Chelsea’s limp Champions League exit completes season from hell
'Maybe this is the year where we aren't quite where we want to be,' said Chelsea head coach Frank Lampard.
Chelsea’s English caretaker manager Frank Lampard reacts during the Champions League quarterfinal second leg defeat to Real Madrid. Picture: Glyn KIRK / AFP.
As Chelsea owner Toddy Boehly surveyed the wreckage of his club’s season from hell after their Champions League exit on Tuesday, the American might have pondered just how long it will be before they feature in the competition again.
Chelsea are left with nothing but pride to play for in the final weeks of a disastrous campaign after Real Madrid’s 2-0 victory in the quarter-final second leg at Stamford Bridge completed a 4-0 aggregate success for the holders.
Appropriately, the troubled Premier League side once again paid the price for a lack of cutting edge as they wasted a host of chances before succumbing to a pair of clinical Real moves finished by Rodrygo.
Since Boehly joined forces with co-owner Behdad Eghbali’s Clearlake Capital to buy Chelsea last year, the west London club have suffered one self-inflicted wound after another.
They are languishing in 11th in the Premier League, will finish without a trophy and are unlikely to even qualify for the Europa Conference League, leaving Boehly and Eghbali facing a turbulent close-season as they try to repair Chelsea’s tarnished reputation.
In a sign of the turmoil enveloping Chelsea, former Blues striker Didier Drogba ripped into Boehly on French television ahead of the Real game.
“I don’t recognise my club. It’s no longer the same club. There is a new owner and a new vision. A dressing room of over 30 players is difficult for a manager,” Drogba said.
The question is how much lower can Chelsea sink after suffering four successive defeats since Frank Lampard returned as manager until the end of the season following Graham Potter’s sacking.
“Chelsea have had huge success for 20 years, winning the Premier League, qualifying for the Champions League year after year. Maybe this is the year where we aren’t quite where we want to be,” Lampard said.
“Manchester United and Arsenal have spent time out of the Champions League. Maybe some clubs are more stable than we are at the minute in terms of the squad. But we can set the building blocks now for where we want to get to.”
Boehly’s chaotic influence has turned Chelsea into a laughing stock less than 12 months into his reign.
The team that lifted the Champions League trophy under Thomas Tuchel just two years ago is already being broken up.
Of the 11 that started Chelsea’s 1-0 win against Manchester City in the final in May 2021, only four were in Lampard’s line-up to face Real on Tuesday.
Despite masterminding Chelsea’s European triumph, Tuchel was surprisingly dismissed in September amid reports of rows between the German and Boehly over transfer policy.

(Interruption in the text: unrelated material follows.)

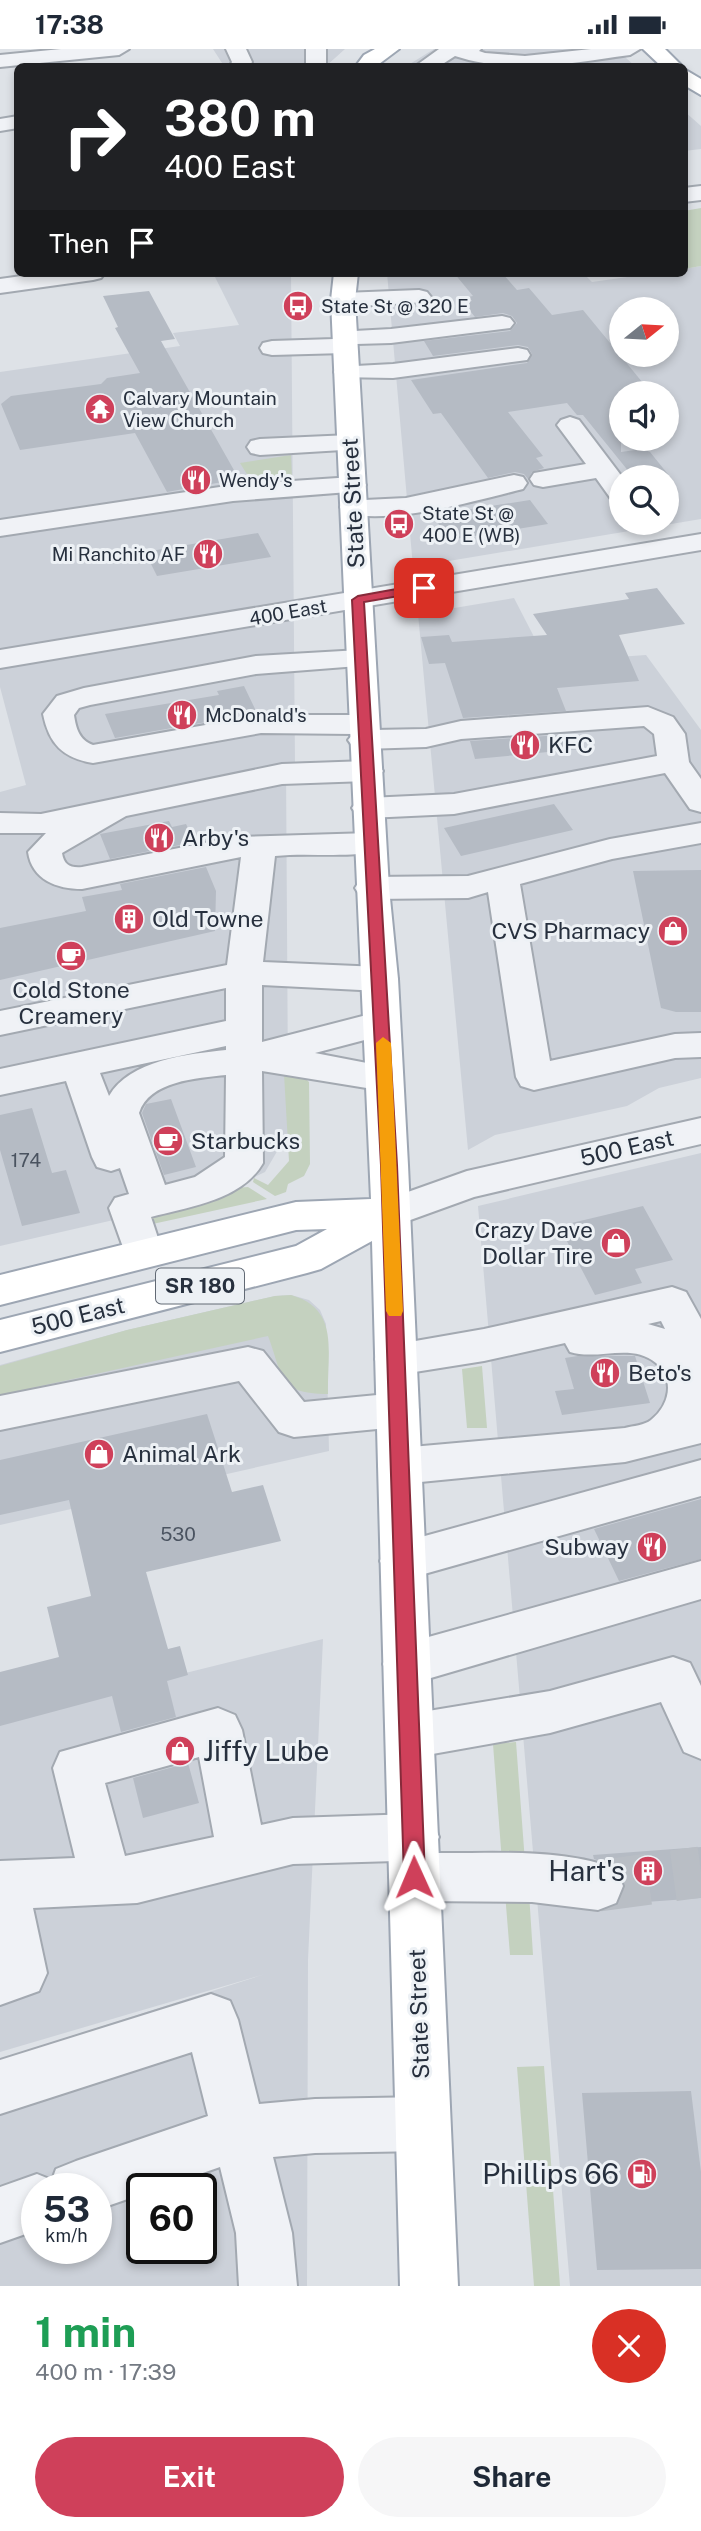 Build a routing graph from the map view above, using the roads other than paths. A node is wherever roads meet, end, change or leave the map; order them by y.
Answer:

Perhaps Tuchel had a point because Boehly’s £550 million ($671 million) spending spree on new signings has done nothing to solve Chelsea’s problems.
When the fiery Tuchel was axed, Potter was hired as the “collaborative” manager who would work with Boehly to replicate his impressive work with low-budget Brighton on a bigger stage with Chelsea.
But the former Ostersunds and Swansea boss looked out of his depth from the start of his first job at a major club.
It proved impossible for Potter to juggle a bloated squad, with Boehly crucially failing to find a prolific striker in his frenzied spending.
– ‘Ruthless approach’ –
Potter struggled to impose his philosophy on an injury-hit squad that reportedly lacked respect for his modest managerial CV, with some said to have mocked him as Boehly’s puppet and nicknamed him ‘Harry Potter’ and ‘Hogwarts’.
As his problems mounted, Potter quickly learned that Boehly’s version of collaboration was to kick him to the kerb after just seven months.
After being confronted by angry fans during Saturday’s 2-1 home defeat against Brighton, Boehly reportedly went into the dressing room and delivered a speech to the players, during which he called Chelsea’s season “embarrassing”.
Julian Nagelsmann, sacked by Bayern Munich this season, and former Spain boss Luis Enrique are believed to have spoken to Chelsea as the club searches for yet another manager.
Yet anyone on Chelsea’s shortlist might want to consider that it was Real boss Carlo Ancelotti who brought the curtain down on his old club’s wretched campaign.
Ancelotti was sacked by then Chelsea owner Roman Abramovich only a year after winning the Premier League and FA Cup double in 2010.
Boehly appears to have inherited Abramovich’s ruthless approach to managers.
But the Russian’s cash unquestionably transformed Chelsea into serial winners, giving them a status and respect that Boehly, despite his cash, is already eroding.